» **WHAT IS BEING ASKED**: Every line holding the string "highway" should be copied from the listing.

» **DATASET EXTRACT**:
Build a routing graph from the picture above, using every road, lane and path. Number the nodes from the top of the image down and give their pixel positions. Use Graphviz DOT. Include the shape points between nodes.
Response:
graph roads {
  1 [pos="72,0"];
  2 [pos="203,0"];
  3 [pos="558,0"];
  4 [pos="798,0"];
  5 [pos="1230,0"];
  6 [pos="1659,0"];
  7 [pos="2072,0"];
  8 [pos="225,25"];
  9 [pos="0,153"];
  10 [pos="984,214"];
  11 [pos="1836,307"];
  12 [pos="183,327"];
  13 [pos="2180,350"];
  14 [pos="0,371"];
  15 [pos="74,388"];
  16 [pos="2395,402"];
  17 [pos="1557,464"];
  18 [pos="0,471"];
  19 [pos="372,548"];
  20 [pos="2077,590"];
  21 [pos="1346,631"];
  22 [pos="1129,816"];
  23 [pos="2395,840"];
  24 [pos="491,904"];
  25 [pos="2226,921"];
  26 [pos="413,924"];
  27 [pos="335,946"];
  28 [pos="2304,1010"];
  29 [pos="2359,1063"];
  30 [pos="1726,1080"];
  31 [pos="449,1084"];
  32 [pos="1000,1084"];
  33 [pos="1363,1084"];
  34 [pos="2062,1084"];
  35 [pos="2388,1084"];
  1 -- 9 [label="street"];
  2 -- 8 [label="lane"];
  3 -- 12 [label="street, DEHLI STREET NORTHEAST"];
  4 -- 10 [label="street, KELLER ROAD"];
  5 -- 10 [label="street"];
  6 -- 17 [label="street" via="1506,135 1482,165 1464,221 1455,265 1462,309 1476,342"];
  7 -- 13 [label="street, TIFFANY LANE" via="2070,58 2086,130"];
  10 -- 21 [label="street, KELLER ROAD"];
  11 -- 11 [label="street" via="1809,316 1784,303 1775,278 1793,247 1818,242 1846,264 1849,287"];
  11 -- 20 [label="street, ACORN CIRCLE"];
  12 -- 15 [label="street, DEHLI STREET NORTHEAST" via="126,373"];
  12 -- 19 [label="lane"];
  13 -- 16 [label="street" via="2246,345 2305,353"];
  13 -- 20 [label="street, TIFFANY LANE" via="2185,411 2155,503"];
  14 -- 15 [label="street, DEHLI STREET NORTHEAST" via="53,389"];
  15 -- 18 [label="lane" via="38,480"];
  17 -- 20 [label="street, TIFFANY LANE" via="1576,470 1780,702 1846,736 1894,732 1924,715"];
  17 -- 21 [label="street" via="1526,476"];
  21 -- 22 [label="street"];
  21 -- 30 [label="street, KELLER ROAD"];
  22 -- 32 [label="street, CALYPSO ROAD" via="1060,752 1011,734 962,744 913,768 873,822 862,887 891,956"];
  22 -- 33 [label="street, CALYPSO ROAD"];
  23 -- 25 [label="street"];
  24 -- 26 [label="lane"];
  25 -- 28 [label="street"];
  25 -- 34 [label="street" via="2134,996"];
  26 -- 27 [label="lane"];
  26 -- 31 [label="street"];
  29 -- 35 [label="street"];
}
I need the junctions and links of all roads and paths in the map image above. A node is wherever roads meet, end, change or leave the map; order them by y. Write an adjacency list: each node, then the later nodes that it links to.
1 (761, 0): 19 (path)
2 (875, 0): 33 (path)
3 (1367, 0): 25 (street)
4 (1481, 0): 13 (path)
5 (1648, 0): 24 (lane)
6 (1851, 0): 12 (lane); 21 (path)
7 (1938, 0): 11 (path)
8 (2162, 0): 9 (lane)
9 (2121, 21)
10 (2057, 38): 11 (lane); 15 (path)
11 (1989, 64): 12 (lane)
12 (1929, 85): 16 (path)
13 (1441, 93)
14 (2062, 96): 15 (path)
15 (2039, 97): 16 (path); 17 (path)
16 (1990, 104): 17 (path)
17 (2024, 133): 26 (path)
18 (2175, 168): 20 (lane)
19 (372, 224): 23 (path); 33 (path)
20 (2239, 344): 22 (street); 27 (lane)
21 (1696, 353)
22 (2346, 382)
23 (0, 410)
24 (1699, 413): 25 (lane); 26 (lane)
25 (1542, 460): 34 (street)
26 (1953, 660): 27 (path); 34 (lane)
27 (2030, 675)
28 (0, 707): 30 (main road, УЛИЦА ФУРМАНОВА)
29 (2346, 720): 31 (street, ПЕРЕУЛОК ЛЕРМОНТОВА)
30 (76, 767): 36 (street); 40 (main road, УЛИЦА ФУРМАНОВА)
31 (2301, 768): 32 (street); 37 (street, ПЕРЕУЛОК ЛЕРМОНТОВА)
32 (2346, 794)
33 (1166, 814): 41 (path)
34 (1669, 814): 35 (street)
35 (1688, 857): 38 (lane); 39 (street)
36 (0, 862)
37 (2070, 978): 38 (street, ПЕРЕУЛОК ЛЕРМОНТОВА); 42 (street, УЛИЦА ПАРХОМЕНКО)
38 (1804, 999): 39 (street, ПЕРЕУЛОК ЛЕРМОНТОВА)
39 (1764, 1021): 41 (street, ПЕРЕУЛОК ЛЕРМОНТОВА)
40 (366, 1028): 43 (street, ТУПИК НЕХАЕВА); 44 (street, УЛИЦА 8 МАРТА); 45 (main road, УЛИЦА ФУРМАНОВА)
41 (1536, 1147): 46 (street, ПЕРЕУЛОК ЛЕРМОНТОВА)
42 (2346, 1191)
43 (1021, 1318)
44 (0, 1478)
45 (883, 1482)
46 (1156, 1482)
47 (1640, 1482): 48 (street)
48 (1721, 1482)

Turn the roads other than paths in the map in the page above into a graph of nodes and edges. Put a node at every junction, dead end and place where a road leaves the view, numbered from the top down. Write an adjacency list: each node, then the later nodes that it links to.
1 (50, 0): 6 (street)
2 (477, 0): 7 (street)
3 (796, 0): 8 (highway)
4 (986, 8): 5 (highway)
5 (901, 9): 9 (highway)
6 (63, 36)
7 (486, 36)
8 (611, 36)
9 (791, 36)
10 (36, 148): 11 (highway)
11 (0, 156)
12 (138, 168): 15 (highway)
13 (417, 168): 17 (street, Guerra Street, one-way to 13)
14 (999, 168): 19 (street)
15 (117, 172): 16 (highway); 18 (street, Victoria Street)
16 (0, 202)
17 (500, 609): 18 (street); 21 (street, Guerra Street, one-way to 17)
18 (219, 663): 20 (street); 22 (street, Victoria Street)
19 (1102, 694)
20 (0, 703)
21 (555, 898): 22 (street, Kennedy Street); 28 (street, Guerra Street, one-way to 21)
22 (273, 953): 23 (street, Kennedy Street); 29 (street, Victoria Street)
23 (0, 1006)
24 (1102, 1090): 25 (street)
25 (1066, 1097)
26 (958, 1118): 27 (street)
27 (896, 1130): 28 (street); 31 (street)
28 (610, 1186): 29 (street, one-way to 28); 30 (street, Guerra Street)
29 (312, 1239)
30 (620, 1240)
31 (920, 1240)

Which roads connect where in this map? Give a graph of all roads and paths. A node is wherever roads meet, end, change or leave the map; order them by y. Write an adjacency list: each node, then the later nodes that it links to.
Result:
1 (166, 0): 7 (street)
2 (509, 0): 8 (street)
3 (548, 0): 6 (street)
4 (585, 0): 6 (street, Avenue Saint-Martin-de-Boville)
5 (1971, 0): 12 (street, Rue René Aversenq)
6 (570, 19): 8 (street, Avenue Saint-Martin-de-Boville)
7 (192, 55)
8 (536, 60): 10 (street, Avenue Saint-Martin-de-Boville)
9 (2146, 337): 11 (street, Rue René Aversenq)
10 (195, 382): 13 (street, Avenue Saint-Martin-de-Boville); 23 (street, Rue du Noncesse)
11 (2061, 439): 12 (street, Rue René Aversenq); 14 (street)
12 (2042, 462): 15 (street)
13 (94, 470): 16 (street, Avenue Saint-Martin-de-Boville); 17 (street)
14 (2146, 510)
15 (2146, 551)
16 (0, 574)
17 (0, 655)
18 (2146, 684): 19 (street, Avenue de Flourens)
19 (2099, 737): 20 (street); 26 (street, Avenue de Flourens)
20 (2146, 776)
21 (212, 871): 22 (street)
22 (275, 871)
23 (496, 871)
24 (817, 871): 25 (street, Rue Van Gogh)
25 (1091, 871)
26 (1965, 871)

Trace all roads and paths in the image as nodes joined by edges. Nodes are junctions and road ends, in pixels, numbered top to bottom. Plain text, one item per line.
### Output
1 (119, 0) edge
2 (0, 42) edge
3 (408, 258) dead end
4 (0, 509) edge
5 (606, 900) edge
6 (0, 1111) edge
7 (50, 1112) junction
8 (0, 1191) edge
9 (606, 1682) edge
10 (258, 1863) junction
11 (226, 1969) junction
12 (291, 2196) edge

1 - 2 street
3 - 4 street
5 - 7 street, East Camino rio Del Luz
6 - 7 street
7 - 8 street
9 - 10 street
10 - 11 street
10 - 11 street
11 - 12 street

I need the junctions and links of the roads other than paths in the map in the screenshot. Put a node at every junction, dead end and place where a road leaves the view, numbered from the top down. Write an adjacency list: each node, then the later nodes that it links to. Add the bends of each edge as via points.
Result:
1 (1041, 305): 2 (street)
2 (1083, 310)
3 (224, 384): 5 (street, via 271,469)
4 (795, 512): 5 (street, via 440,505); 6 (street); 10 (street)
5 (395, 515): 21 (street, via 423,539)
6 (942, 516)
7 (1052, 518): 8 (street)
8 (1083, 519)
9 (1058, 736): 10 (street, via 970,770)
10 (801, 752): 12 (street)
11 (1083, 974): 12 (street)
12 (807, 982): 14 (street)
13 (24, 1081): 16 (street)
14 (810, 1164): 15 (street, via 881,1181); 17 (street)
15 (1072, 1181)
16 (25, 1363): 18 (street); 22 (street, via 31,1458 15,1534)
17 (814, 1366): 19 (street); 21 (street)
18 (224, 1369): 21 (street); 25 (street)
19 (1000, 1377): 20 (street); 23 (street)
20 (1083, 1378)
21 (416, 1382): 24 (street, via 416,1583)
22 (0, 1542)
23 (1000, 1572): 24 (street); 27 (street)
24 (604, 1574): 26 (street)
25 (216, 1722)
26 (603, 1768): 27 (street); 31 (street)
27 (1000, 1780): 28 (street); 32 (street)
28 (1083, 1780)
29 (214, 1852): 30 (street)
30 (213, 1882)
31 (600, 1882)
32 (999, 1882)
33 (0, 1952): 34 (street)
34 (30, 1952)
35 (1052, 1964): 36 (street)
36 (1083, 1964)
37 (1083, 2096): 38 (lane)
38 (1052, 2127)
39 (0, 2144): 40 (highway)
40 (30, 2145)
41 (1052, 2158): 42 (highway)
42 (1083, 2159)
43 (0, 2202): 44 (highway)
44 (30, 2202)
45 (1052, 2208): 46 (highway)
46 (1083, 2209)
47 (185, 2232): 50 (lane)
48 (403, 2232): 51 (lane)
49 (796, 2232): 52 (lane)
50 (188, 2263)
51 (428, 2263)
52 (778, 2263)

» **EXERCISE ANSWER**:
3 (796, 0): 8 (highway)
4 (986, 8): 5 (highway)
5 (901, 9): 9 (highway)
10 (36, 148): 11 (highway)
12 (138, 168): 15 (highway)
15 (117, 172): 16 (highway); 18 (street, Victoria Street)
39 (0, 2144): 40 (highway)
41 (1052, 2158): 42 (highway)
43 (0, 2202): 44 (highway)
45 (1052, 2208): 46 (highway)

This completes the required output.